Identification of a basic region on tissue factor that interacts with the first epidermal growth factor-like domain of factor X.

Tissue factor (TF) facilitates the recognition and rapid activation of factor X (fX) by factor VIIa (fVIIa) in the extrinsic Xase pathway. TF makes extensive interactions with both light and heavy chains of fVIIa; however, with the exception of a basic recognition site for the Gla domain of fX, no other interactive site on TF for the substrate has been identified.

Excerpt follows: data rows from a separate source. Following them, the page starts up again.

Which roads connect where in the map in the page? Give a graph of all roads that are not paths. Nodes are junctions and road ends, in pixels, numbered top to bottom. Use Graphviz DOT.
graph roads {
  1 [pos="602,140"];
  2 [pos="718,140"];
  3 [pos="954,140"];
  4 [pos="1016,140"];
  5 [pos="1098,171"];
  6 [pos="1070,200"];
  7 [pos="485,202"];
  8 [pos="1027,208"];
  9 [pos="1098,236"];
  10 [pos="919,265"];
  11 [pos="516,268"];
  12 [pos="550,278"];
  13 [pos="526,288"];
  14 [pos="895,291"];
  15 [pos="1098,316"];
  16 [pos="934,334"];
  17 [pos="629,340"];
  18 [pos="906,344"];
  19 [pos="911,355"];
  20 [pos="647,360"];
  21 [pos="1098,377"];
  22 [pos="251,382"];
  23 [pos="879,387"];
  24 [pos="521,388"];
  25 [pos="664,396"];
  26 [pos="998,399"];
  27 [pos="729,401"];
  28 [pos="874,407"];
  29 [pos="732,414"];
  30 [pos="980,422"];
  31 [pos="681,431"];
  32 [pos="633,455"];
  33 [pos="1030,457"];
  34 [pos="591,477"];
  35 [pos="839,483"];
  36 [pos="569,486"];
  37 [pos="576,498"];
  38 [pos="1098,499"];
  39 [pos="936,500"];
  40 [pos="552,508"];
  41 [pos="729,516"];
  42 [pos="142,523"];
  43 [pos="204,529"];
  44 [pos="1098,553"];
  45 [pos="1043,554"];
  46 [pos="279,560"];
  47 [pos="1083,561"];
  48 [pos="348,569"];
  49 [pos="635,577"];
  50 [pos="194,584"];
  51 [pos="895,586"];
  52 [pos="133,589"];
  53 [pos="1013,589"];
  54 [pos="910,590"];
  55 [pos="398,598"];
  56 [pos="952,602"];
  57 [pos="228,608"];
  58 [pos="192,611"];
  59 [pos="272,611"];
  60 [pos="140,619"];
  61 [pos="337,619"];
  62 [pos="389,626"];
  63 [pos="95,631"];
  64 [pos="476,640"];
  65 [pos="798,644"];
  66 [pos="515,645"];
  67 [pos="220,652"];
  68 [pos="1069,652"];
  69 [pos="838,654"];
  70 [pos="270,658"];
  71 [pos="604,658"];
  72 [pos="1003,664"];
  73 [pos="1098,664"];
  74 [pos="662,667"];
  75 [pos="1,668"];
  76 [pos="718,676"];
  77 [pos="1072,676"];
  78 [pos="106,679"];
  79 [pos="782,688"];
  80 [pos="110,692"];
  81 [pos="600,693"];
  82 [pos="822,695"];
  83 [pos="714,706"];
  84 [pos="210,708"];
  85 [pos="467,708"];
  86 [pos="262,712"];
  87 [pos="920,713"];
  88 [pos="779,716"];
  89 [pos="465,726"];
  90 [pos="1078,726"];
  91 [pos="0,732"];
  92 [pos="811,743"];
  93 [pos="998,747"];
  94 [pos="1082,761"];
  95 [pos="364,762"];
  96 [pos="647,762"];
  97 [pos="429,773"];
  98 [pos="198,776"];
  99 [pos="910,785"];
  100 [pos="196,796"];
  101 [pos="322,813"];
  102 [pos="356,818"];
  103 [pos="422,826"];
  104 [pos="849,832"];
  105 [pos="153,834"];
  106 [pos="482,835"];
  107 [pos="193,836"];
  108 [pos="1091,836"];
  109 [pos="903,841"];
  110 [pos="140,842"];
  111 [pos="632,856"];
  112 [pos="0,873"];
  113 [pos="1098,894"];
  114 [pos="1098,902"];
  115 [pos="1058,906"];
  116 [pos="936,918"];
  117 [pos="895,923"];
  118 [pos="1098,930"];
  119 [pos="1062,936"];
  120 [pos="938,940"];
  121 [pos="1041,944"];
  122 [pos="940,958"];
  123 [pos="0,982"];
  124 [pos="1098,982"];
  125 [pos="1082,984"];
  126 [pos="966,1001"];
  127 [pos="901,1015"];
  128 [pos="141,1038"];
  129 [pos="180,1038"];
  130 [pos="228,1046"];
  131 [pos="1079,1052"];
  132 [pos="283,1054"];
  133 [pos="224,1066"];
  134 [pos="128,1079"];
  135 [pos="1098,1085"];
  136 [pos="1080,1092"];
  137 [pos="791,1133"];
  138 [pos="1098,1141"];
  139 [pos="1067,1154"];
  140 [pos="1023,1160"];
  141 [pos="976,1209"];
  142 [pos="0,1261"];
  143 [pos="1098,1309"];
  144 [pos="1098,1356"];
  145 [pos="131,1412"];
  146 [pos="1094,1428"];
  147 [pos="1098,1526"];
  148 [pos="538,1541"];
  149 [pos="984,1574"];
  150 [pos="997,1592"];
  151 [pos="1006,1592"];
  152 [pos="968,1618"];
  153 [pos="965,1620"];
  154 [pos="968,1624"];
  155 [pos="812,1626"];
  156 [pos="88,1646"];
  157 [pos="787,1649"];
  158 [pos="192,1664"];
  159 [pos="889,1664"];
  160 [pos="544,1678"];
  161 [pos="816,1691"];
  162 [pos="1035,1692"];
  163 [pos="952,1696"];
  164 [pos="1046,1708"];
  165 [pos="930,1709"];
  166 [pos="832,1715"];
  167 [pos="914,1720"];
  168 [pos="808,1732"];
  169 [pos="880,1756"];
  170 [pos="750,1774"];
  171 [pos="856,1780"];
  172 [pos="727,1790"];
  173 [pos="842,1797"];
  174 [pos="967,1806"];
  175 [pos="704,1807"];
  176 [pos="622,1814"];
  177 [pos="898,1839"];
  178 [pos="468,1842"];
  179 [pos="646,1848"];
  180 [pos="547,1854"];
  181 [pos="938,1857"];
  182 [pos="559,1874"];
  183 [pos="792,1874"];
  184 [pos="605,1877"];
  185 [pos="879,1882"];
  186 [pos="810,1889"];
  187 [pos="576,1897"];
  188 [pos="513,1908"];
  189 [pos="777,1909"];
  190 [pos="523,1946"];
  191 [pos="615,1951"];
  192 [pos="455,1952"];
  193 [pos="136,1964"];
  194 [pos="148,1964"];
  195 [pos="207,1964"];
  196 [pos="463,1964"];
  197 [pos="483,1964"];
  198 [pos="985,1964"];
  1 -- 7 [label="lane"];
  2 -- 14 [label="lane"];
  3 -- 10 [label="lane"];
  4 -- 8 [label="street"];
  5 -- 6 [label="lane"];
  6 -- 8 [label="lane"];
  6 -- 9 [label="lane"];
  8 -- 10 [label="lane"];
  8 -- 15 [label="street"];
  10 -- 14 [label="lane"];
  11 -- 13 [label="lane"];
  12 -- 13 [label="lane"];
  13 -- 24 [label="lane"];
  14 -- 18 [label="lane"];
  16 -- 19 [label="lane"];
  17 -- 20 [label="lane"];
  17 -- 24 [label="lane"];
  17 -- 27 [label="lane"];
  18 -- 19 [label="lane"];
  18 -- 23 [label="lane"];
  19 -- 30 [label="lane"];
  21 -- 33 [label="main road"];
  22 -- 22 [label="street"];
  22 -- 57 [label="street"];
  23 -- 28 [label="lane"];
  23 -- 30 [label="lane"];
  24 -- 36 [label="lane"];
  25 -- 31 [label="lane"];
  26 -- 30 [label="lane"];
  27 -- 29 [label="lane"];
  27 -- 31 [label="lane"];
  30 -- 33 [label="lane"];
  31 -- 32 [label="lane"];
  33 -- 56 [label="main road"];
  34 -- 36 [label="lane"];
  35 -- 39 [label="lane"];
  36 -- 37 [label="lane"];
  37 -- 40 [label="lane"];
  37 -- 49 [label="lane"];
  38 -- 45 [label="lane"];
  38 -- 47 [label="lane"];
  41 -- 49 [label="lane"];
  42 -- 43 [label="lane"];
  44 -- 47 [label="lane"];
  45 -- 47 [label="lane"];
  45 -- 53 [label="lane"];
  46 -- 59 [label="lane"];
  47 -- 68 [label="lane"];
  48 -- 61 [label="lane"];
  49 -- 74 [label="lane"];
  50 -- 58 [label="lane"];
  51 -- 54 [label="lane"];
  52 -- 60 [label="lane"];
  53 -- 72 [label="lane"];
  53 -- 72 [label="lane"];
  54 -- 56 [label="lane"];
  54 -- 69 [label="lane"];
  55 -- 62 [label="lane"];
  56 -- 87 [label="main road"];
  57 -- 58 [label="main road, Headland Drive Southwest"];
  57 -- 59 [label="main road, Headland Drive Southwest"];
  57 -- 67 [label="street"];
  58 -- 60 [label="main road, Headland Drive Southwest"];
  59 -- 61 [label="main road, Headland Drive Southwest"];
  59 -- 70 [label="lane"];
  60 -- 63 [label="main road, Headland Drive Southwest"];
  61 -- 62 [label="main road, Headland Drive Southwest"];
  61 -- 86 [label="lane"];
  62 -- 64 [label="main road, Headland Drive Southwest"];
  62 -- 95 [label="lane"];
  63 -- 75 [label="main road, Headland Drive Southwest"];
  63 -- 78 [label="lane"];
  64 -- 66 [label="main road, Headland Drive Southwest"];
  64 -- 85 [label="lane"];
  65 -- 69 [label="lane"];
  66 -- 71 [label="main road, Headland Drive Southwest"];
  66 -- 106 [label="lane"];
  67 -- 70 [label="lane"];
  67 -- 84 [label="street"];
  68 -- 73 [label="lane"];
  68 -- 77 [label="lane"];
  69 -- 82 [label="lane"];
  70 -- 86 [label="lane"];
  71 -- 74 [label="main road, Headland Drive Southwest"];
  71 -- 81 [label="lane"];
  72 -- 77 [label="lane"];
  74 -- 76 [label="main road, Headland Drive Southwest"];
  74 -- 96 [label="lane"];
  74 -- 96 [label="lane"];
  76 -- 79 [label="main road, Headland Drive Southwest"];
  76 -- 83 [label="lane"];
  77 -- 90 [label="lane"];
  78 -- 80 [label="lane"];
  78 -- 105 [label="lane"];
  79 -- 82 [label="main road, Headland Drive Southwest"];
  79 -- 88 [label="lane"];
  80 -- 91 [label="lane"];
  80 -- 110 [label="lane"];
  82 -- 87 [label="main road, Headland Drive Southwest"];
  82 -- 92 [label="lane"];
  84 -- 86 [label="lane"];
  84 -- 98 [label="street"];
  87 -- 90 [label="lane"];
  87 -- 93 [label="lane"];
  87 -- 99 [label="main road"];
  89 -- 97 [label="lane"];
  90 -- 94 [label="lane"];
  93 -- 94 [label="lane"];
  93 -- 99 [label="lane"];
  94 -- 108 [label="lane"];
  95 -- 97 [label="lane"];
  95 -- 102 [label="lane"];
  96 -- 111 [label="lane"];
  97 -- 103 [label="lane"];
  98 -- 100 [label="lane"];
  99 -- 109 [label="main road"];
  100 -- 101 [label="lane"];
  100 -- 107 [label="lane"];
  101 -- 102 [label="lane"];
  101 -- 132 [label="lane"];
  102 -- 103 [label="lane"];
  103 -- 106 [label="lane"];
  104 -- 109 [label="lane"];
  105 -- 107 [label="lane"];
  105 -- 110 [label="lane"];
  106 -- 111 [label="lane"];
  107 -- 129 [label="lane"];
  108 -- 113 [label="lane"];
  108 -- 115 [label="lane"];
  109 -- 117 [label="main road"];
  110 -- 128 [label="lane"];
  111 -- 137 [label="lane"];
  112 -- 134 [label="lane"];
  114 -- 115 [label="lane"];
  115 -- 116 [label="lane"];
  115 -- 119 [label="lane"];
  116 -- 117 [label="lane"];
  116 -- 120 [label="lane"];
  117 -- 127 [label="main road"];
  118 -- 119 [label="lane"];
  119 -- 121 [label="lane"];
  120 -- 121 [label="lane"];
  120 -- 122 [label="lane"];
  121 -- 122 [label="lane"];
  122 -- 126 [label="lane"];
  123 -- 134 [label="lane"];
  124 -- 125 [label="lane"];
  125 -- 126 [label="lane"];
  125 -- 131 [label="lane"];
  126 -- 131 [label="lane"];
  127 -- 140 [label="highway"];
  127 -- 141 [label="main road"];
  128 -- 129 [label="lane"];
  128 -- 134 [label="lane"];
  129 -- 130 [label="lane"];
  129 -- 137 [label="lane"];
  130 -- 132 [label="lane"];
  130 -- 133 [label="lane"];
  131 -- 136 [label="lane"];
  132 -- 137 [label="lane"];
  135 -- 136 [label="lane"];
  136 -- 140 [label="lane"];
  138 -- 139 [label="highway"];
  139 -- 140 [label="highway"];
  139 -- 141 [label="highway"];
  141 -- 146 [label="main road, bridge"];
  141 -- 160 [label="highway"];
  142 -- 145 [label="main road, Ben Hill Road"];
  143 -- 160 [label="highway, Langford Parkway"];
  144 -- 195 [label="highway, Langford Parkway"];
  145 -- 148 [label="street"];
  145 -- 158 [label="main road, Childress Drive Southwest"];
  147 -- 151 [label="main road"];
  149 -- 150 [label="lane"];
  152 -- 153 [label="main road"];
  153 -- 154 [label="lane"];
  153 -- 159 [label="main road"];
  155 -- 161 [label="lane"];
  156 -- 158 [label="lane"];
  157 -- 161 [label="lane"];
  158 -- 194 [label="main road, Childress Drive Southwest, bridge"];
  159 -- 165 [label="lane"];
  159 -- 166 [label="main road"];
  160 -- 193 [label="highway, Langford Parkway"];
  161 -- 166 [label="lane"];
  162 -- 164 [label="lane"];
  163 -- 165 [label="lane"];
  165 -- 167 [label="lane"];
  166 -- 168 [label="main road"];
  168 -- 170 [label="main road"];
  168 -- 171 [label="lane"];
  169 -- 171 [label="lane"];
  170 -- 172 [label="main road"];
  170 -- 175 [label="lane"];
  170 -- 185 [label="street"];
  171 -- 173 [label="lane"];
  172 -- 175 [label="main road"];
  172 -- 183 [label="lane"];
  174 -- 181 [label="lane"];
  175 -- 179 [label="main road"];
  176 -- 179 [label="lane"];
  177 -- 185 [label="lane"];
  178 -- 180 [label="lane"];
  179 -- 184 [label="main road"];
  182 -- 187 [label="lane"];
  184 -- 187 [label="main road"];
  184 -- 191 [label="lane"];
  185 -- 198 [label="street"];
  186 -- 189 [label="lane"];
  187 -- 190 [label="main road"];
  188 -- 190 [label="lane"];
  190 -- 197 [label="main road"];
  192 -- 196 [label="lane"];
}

Structural and modeling data have predicted that a basic region of TF comprised of residues Asn-199, Arg-200, and Lys-201 is located at a proper height on the membrane surface to interact with either the C-terminus of the Gla domain or the EGF-1 domain of fX. To investigate this possibility, we prepared the Ala substitution mutants of these residues and evaluated their ability to function as cofactors for fVIIa in the activation of wild-type fX and its two mutants which lack either the Gla domain (GD-fX) or both the Gla and EGF-1 domains (E2-fX). All three TF mutants exhibited normal cofactor activity in the amidolytic activity assays, but the cofactor activity of Arg-200 and Lys-201 mutants in fVIIa activation of both fX and GD-fX, but not E2-fX, was impaired approximately 3-fold. Further kinetic analysis revealed that kcat values with both TF mutants are impaired with no change in Km. These results suggest that both Arg-200 and Lys-201 of TF interact with EGF-1 of fX to facilitate the optimal docking of the substrate into the catalytic groove of the protease in the activation complex.